During the 1950s, Israel was increasingly concerned at the growing number of ex-Nazis hired by Egypt to work on fighter aircraft and rocket missiles. It was clear Nasser intended some devastating strike against his Jewish neighbours. Painstaking detective work by Israeli secret agents all over the world and sympathetic intelligence men in America, France and Germany helped pinpoint the 400 scientists, technicians and engineers involved, and how they were hired. But Israel needed somebody inside Egypt to find out how the work was progressing. It did not take Mossad chiefs long to locate the ideal candidate.
Wolfgang Lotz was the son of a Mannheim theatre impresario and an actress, so playing roles was in his blood. After his father died, his mother emigrated to Palestine in 1933. At 16, Lotz first tasted undercover work with the Haganah, fighting to protect Jewish villagers, and during
World War II he served in the British Army as a Commando, seeing action in the desert battles against Rommel, and picking up Egyptian dialects while stationed in the Suez area. Then he joined the new Israeli army, winning promotion to major after distinguished campaigns in the 1948 war of independence and the 1956 Sinai battles. By I960, he had proved himself ice-cool under pressure. He was fluent in English, Arabic and German. He was also blonde and German-looking. He was just what the Israeli spy masters needed.

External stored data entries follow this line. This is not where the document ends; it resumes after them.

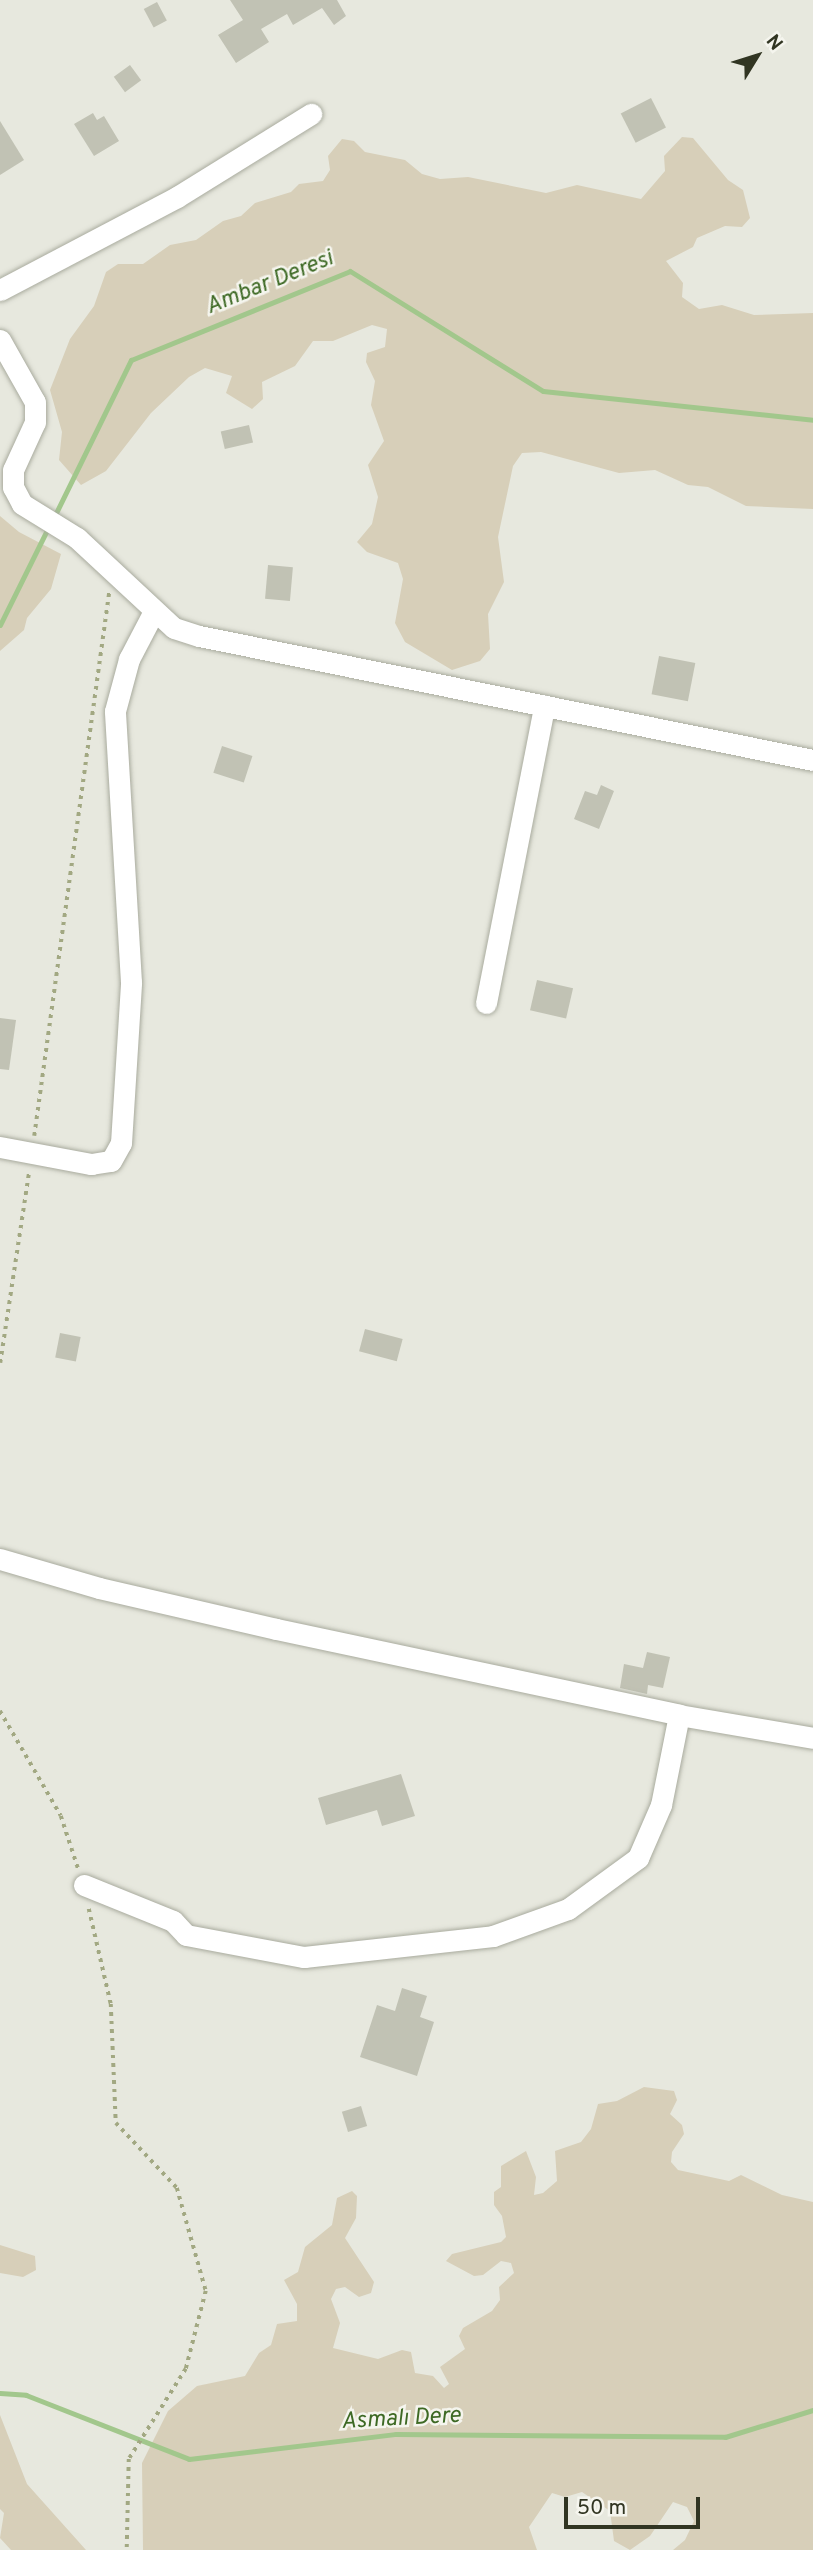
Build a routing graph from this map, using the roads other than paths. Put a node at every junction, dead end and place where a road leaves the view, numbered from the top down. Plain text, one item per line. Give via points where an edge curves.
1 (311, 114) dead end
2 (0, 290) edge
3 (0, 340) edge
4 (153, 613) junction
5 (544, 706) junction
6 (813, 760) edge
7 (486, 1003) dead end
8 (0, 1147) edge
9 (0, 1559) edge
10 (679, 1715) junction
11 (813, 1738) edge
12 (84, 1885) road end

1 - 2 street via 177,197
3 - 4 street via 35,402 35,422 13,470 13,487 22,504 62,528
4 - 5 street via 174,628 199,636
4 - 8 street via 129,659 115,711 131,982 121,1143 111,1161 90,1164
5 - 6 street
5 - 7 street
9 - 10 street via 111,1591
10 - 11 street
10 - 12 street via 661,1805 638,1858 568,1909 493,1936 304,1957 186,1935 173,1921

Lotz agreed to play the part of a pro-Nasser ex-Nazi who hated Jews. After intensive training in the tricks of the espionage trade – coded messages, invisible ink etc., he was sent back to Germany to perfect his cover. He travelled from city to city, familiarising himself with the latest slang, and the names of sporting and TV stars, for use in small talk. Since he was born in Germany, his life story was based on his real name and birth certificate. It was not too difficult to pretend he had fought with Rommel during the war–he had fought the battles, but on the other side and to hide the fact that he had left Germany in 1933, an 11-year stay in Australia was invented.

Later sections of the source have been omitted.